The Patient Protection and Affordable Care Act – aka Obamacare – was expected by economists to cause economic changes. (Here is the act in a handy 906-page .pdf file.) Some predicted lower employment, either from employers’ reducing employees’ hours to keep them from being deemed full-time, or simply by firing employees whose marginal productivity isn’t more than the $300+ additional cost, per month, of complying with some of the employer mandates.
Put simply, mandating increased per-employee costs will cause employers to react, and the employees most at risk of losing hours or jobs will be the ones with the lowest productivity: the minimum-wagers the government says it’s trying to protect. Any time the government takes control of (more of) an industry, the result inevitably will be unintended consequences. People seek to do what produces the best outcomes for themselves; we are not the static, obedient walking statistics government pretends we are. We actively seek ways to avoid burdens, because we need to feed our families.
Obamacare provides that employers cannot reduce employee wages to avoid the additional costs imposed on the employers, and every employer with 50 or more employees must participate in providing health care or face punitive fines. Individuals who are not covered by a welfare program (Medicare, Medicaid) or by their employer must purchase their own insurance on the new “health care exchanges” to be set up by the states, or pay a fine along with their income taxes every April 15. Who are the people who don’t want medical insurance? Healthy young males, who are expected to pay as much as $5,800 per year, essentially to subsidize health care for the poor and sick. Their penalties will be far lower than that, at least at first, that we know of. What do you think they will choose?
Enough about the act. You can read about it from the links above. Here are the consequences:
Those of you who told Trader Joe’s you won’t shop there any longer because they’re not covering health care for their part-timers should first read Trader Joe’s explanation (Trader Joe’s will give the employees cash and let them shop for themselves; that way, the employees get a tax break, and at any rate Trader Joe’s can’t offer the giveaway deal the government is forcing on everyone); and second, should be prepared not to shop in very many places any more: Forbes writes of Walgreen and 17 other large retailers doing the same thing.

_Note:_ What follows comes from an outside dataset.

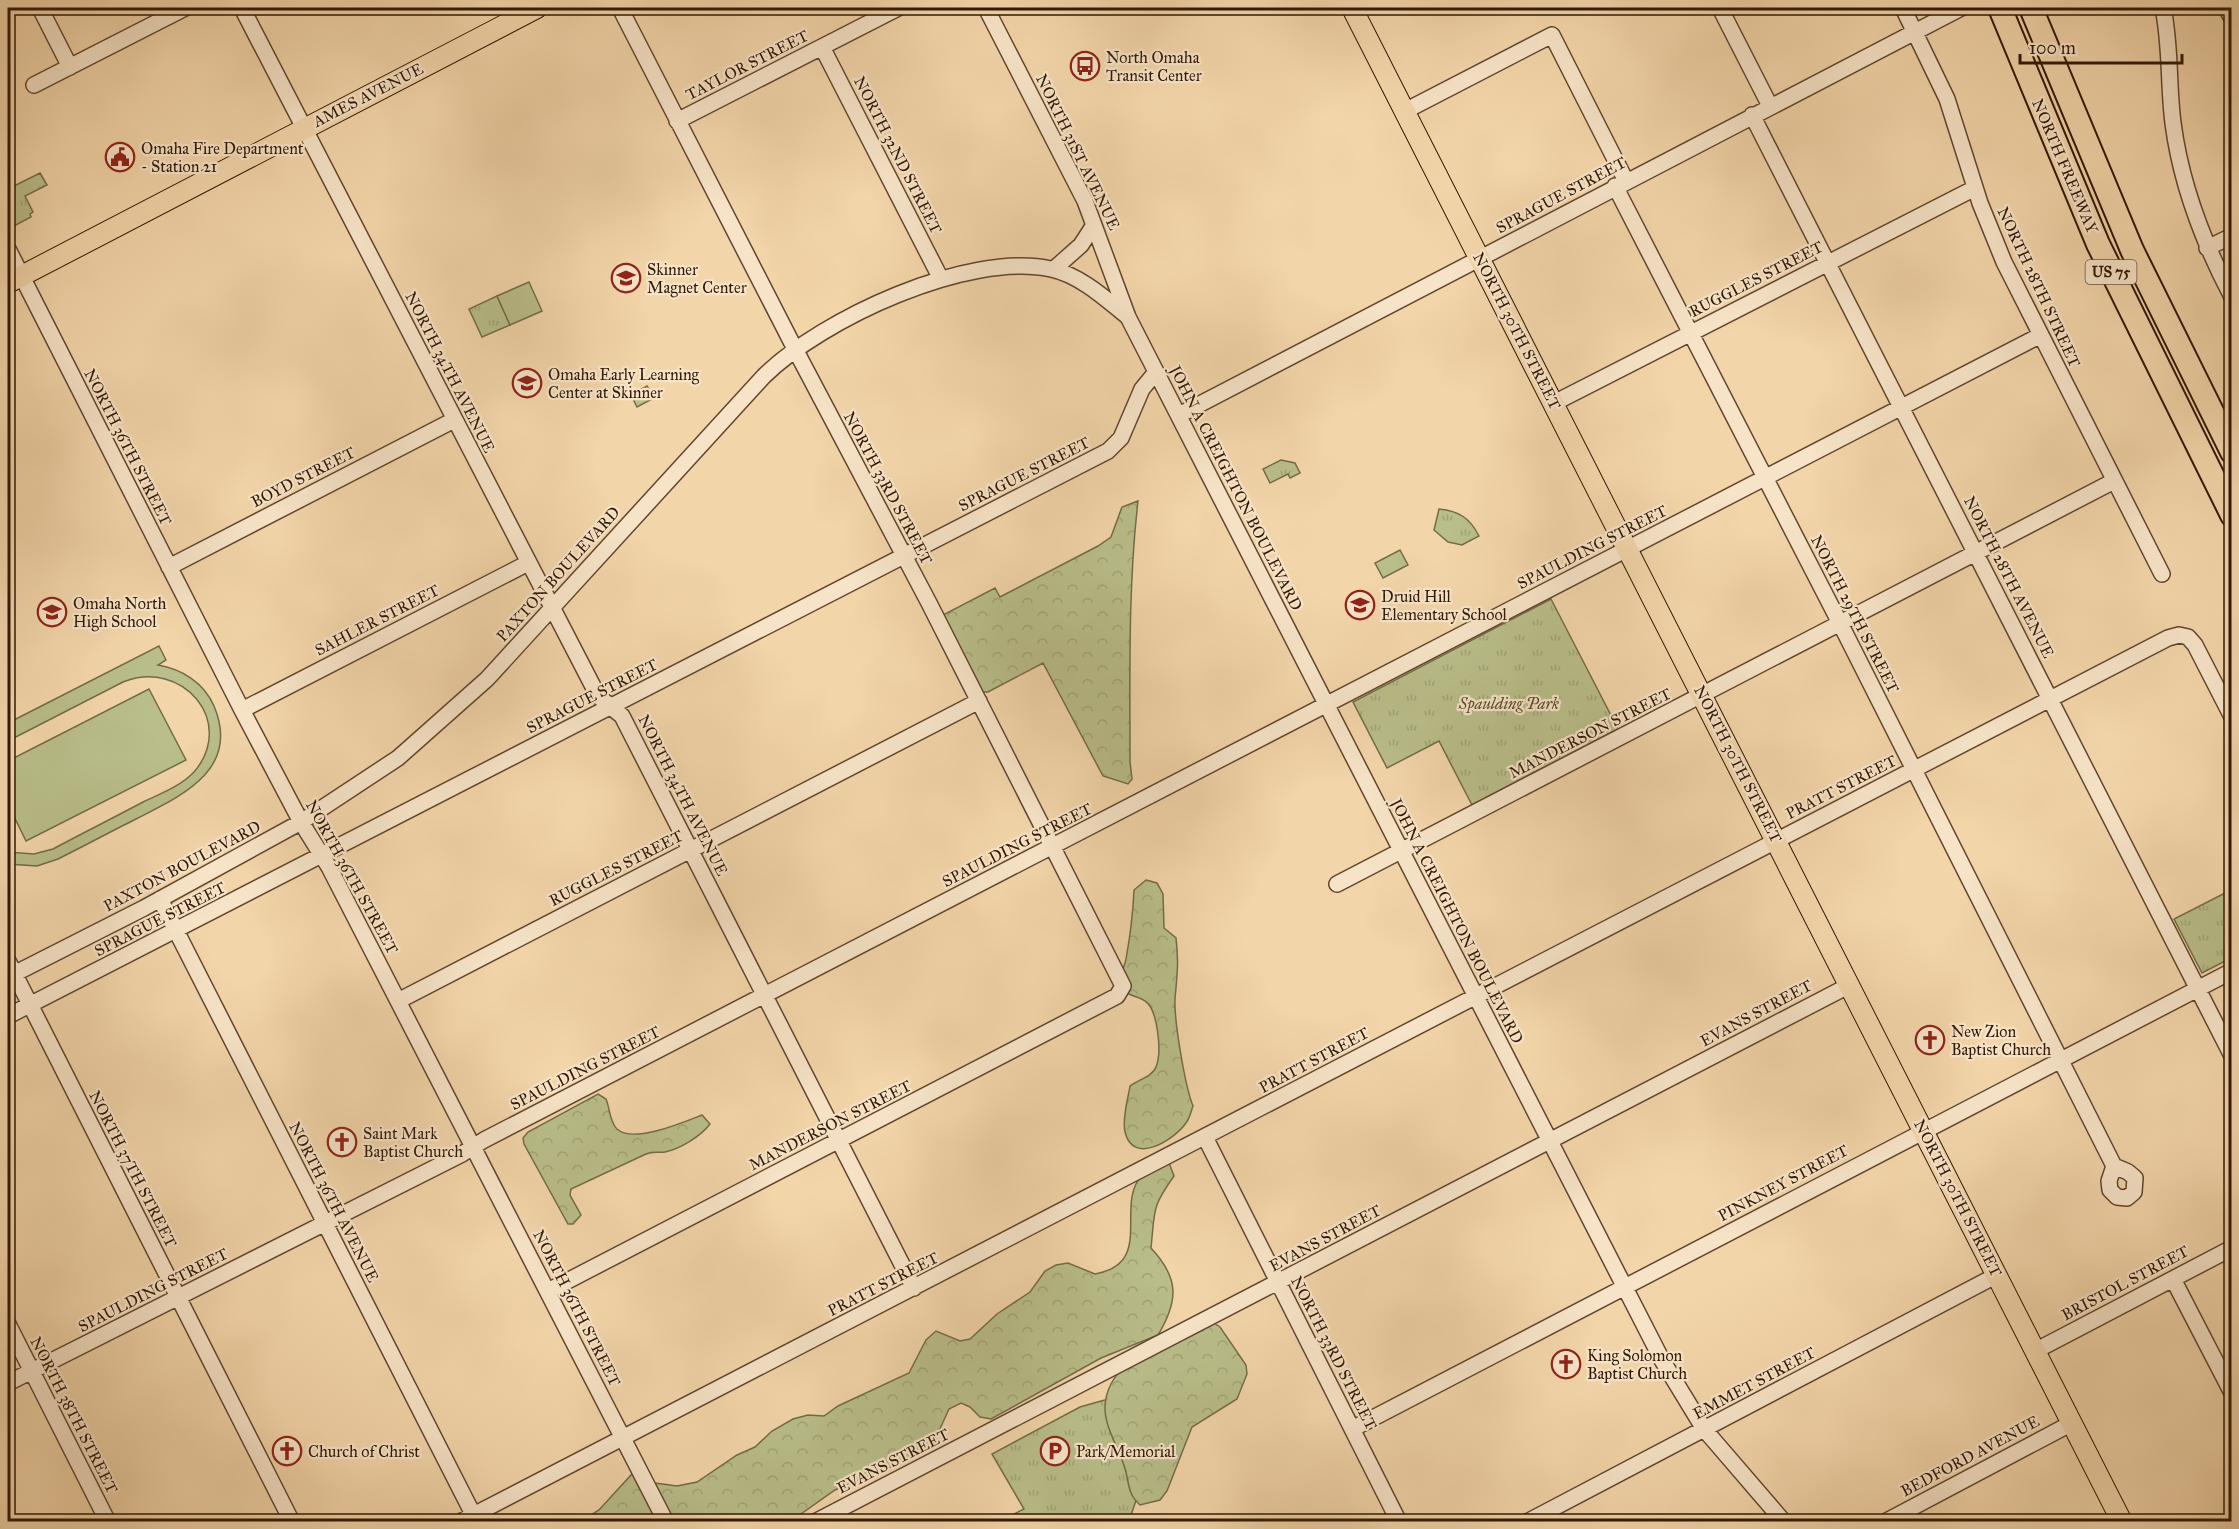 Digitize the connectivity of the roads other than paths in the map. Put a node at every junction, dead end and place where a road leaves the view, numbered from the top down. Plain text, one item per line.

Worse, 301 employers (that we know of so far) are cutting employee hours and firing people. The most perverse part of that: 62 of the employers are private-sector, and 239 are government employers, including school districts. In one survey of small businesses, 41% have delayed hiring, 20% have reduced hours, and 20% have reduced payroll, all because Obamacare would be too burdensome otherwise.
Another unintended consequence of creating government tax-and-spend “giveaways” that (as we saw above) threaten to harm the poor more than the rich: Fraud. Obamacare-related scams were and are being predicted—by federal officials, no less. Thieves are expected to prey on the poor, the old, and the ignorant. The fear is strong enough that the White House and the Justice Department have felt the need to reassure the public, with DOJ having to build a special initiative around the issue. Here’s a list of the scams that have already been reported to law enforcement.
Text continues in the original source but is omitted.